# What does a negative Somers' D say about model discriminative power?

I developed a Cox proportional hazard regression model in R. Then I tried using validate in Professor Harrell's rms package to validate it:

> v <- validate(f5, B=200, dxy=TRUE)


I got dxy = -0.5510. Which got me confused. I was told that D can be computed from c index using the formula $2(c - 0.5)$, where $c$ estimates the probability of concordance between predicted and observed responses (p. 371 in Harrell, Lee and Mark 1996). A value of $0.5$ indicates no predictive discrimination and a value of $1.0$ indicates perfect separation of patients with different outcomes.

My question is: according to the formula, a negative $D$ would imply that $c$ is less than $0.5$, i.e. if A is predicted to live longer than B, then it is more likely than not that B would live longer than A(?!) Does it mean that my model is doing worse than random prediction? Or I am missing something here? Any help would be greatly appreciated.

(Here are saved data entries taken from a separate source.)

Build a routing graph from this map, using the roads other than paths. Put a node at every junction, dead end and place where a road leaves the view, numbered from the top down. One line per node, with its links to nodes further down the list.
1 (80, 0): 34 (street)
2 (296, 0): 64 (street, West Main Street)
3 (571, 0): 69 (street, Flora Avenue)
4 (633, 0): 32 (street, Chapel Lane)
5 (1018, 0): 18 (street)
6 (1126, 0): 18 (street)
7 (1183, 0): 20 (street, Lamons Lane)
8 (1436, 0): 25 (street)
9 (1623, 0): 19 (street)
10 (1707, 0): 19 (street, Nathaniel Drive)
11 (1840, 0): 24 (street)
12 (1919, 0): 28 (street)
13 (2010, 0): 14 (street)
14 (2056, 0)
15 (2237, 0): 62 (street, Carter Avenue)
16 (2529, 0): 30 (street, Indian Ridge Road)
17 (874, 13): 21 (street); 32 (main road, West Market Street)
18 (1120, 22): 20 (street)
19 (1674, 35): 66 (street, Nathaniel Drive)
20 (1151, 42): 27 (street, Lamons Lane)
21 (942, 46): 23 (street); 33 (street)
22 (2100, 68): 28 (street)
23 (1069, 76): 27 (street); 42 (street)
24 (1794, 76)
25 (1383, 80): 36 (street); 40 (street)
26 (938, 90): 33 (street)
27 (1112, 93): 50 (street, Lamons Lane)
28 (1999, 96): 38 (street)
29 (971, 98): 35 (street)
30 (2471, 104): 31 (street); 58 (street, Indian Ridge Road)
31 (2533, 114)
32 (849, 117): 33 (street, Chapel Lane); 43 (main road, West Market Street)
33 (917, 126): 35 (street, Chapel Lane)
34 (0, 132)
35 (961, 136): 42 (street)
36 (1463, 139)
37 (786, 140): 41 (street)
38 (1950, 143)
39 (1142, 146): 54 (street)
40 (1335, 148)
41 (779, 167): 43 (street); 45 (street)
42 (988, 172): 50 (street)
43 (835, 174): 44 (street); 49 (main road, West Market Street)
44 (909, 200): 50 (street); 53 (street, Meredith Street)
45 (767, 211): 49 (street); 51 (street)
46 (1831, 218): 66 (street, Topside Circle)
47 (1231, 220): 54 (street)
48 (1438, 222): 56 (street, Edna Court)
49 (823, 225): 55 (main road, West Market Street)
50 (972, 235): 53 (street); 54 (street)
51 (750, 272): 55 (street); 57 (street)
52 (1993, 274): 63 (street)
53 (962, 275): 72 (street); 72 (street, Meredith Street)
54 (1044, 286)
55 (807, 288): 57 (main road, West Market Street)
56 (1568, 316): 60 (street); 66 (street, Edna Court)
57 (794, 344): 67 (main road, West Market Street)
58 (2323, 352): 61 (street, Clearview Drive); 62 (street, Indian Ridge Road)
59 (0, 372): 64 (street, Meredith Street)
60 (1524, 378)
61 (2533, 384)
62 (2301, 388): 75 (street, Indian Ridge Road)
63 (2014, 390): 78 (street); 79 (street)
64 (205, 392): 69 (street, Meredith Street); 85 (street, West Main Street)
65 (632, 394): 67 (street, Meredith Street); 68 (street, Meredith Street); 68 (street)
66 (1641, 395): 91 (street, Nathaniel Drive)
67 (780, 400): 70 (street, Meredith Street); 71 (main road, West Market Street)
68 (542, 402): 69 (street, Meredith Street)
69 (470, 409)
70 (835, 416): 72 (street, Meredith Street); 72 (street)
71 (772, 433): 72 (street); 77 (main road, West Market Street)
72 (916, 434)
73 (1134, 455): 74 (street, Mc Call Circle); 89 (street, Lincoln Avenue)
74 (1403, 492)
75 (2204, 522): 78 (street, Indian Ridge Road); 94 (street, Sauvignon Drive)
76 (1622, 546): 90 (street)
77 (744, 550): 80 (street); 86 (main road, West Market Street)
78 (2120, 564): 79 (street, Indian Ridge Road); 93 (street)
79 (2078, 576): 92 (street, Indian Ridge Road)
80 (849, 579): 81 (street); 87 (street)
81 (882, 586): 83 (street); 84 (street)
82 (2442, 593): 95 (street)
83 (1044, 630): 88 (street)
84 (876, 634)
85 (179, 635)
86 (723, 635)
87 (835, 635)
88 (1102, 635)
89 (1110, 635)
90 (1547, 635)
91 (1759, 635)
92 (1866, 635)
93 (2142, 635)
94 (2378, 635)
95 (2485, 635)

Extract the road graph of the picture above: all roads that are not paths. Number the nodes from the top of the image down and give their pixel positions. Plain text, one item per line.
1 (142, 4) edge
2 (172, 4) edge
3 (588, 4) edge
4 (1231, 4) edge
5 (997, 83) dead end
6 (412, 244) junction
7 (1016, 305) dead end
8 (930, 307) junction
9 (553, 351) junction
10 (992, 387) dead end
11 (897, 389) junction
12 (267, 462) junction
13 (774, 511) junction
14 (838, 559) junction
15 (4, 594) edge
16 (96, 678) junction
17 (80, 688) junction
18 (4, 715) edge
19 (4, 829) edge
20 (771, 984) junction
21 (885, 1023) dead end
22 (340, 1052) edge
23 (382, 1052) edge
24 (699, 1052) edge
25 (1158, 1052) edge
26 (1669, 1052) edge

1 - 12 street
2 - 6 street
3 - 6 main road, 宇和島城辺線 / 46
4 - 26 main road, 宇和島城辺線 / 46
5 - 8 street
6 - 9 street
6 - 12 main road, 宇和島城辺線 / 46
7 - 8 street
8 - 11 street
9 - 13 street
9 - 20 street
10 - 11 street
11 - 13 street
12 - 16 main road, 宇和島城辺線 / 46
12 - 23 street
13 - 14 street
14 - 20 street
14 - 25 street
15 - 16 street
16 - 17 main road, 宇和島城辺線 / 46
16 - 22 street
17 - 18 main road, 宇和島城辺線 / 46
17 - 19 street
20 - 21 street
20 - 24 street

1. Harrell, Lee and Mark (1996) Multivariable Prognostic Models: Issues in developing models, evaluating assumptions and adequacy, and measuring and reducing errors

For the Cox model, large predictions (large $X\hat{\beta}$) means high hazard rate which means short survival time. If instead of computing the correlation between relative log hazard and survival time you want to compute the correlation between survival probability and survival time, just negate $D_{xy}$.